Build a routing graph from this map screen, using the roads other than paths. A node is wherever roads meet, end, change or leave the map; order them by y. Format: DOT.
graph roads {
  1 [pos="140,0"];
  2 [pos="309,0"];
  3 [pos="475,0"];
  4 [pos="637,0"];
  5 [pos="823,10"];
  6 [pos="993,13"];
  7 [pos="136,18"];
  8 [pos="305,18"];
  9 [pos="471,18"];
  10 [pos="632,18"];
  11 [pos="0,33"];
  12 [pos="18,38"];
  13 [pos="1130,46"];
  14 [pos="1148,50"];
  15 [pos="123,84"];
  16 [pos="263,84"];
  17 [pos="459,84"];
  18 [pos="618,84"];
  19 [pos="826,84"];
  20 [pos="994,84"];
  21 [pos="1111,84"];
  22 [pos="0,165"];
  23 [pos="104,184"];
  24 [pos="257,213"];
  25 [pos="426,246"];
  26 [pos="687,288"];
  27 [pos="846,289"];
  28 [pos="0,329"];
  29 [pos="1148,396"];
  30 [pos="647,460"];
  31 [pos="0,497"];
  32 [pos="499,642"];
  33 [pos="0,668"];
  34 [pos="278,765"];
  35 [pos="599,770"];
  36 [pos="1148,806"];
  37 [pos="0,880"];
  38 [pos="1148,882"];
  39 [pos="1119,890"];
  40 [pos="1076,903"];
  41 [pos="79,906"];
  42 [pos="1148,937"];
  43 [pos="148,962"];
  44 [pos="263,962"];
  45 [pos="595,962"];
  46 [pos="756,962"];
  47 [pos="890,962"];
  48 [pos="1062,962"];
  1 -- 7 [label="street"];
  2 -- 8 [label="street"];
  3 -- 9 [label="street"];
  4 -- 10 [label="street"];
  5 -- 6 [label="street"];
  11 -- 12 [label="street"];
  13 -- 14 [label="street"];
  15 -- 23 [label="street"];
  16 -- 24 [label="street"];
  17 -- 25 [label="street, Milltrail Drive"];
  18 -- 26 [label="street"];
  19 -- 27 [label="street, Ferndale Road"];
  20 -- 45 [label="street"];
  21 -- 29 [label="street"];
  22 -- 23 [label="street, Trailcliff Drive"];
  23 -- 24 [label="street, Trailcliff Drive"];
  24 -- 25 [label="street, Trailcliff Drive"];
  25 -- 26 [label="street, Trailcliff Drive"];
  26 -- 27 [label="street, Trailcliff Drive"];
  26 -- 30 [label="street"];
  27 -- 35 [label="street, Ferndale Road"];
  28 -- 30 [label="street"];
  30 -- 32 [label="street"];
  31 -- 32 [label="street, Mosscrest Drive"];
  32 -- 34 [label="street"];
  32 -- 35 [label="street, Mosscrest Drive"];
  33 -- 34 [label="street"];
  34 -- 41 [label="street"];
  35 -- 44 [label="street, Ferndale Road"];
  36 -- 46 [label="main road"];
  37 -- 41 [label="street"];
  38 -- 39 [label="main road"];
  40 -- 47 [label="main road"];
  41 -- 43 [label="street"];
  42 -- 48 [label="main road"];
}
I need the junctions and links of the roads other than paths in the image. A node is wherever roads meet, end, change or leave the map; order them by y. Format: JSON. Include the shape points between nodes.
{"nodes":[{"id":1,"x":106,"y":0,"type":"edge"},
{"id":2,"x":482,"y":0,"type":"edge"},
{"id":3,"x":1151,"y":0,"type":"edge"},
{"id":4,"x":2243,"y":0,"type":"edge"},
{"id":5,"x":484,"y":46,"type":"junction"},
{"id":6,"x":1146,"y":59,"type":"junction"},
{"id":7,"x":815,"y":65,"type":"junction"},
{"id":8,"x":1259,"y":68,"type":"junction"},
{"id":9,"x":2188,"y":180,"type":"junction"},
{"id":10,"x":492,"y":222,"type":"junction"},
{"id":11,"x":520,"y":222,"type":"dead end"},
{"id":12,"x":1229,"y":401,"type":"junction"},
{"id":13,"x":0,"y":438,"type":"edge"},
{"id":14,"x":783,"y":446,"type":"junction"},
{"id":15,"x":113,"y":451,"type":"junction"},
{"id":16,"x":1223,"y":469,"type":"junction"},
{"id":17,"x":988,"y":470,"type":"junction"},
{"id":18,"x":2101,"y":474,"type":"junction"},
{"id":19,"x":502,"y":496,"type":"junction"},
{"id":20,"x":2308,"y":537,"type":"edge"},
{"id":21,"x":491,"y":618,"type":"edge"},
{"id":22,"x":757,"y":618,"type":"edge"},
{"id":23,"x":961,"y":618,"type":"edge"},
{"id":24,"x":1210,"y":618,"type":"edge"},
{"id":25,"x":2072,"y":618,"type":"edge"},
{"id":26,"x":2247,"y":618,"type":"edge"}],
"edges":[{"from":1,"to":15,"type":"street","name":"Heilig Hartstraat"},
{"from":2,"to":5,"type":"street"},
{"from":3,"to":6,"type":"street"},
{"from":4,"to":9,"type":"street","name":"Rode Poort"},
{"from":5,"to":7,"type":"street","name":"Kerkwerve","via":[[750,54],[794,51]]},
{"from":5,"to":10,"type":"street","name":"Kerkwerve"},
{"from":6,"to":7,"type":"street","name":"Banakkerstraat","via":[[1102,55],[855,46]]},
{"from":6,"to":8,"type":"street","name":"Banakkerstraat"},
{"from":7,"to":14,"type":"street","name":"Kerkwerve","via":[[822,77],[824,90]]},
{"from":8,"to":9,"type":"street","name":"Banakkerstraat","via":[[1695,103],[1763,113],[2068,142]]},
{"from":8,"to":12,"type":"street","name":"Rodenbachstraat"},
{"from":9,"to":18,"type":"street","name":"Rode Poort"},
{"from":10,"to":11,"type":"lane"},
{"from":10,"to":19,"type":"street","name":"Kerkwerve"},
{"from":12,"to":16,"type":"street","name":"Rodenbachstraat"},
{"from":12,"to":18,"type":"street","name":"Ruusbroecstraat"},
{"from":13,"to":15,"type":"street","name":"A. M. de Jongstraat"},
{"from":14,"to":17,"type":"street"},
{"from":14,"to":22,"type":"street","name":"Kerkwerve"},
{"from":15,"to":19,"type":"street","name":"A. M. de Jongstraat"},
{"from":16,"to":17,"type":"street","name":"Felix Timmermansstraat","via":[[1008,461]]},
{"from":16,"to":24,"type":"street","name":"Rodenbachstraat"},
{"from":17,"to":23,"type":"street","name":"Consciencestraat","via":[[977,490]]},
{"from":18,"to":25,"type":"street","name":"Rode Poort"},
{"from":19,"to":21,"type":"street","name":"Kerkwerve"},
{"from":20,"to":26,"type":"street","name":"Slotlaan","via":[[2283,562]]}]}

· · ·

■ **Task details**:
How many of the lines above contain the word "Rodenbachstraat"? Only the number should be given.

■ **Output**:
3